London Churchill College
- Logo
- Type: Independent higher education college
- Established: 2006
- Principal: Nick Pape
- Location: London, England
- Campus: Urban;
- Website: lcc.ac.uk

= London Churchill College =

Educational institution in London, England

London Churchill College is an independent higher education college in London, England. It was registered in England and Wales in 2006.

Its current Principal is Nick Papé. It is a member of Independent Higher Education.

== Courses and rankings ==
As of 2024, the college offers two Higher National Diploma qualifications:

- Business (Entrepreneurship and Small Business Management)
- Hospitality Management (General Pathway)

It does not currently hold a Teaching Excellence Framework award.

Some courses were offered in partnership with the University of Bedfordshire from 2015.

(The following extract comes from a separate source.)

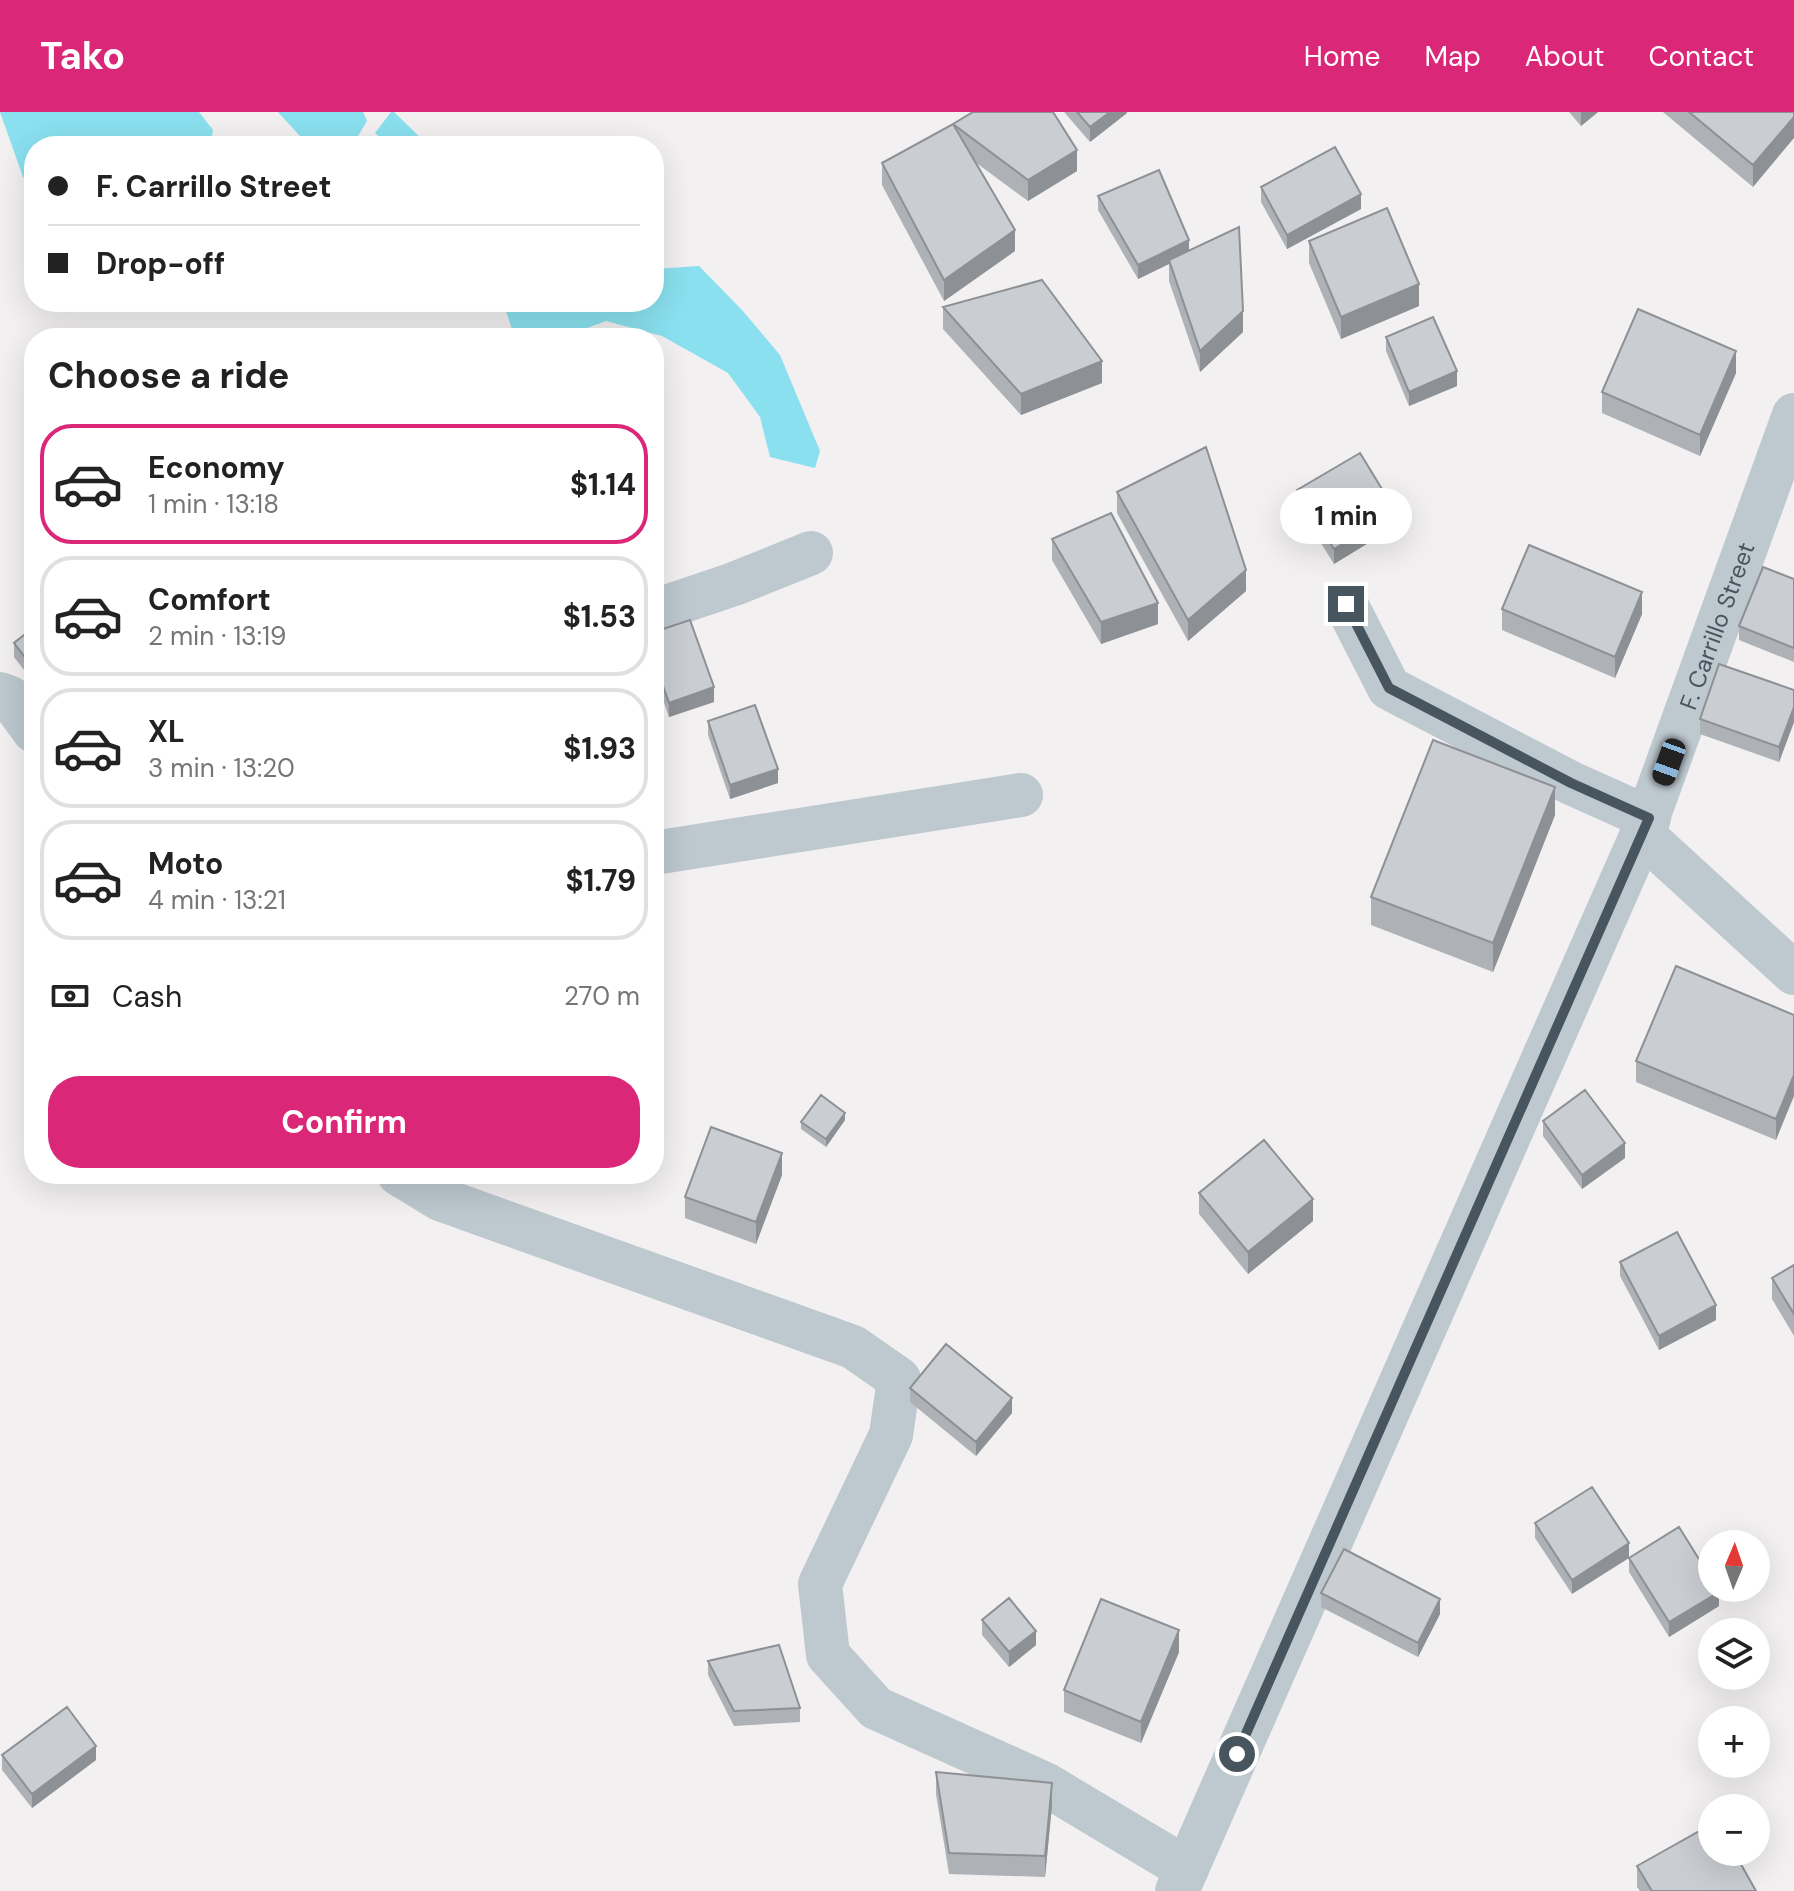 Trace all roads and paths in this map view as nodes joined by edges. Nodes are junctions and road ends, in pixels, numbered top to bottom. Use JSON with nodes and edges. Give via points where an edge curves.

=== Quality Assurance Agency criticism ===
The college was assessed by the Quality Assurance Agency in 2019. Its report produced three key concerns:

- Insufficient student support
- Poor attendance monitoring
- Poor academic standards for work placements

== Campus and buildings ==
The college's main campus is located in the Forest Gate area of the London Borough of Newham. It is based in Barclay Hall.

In 2019 it acquired an additional campus, King's House, in Barking. It will specialise in delivering the HND Health and Social Care.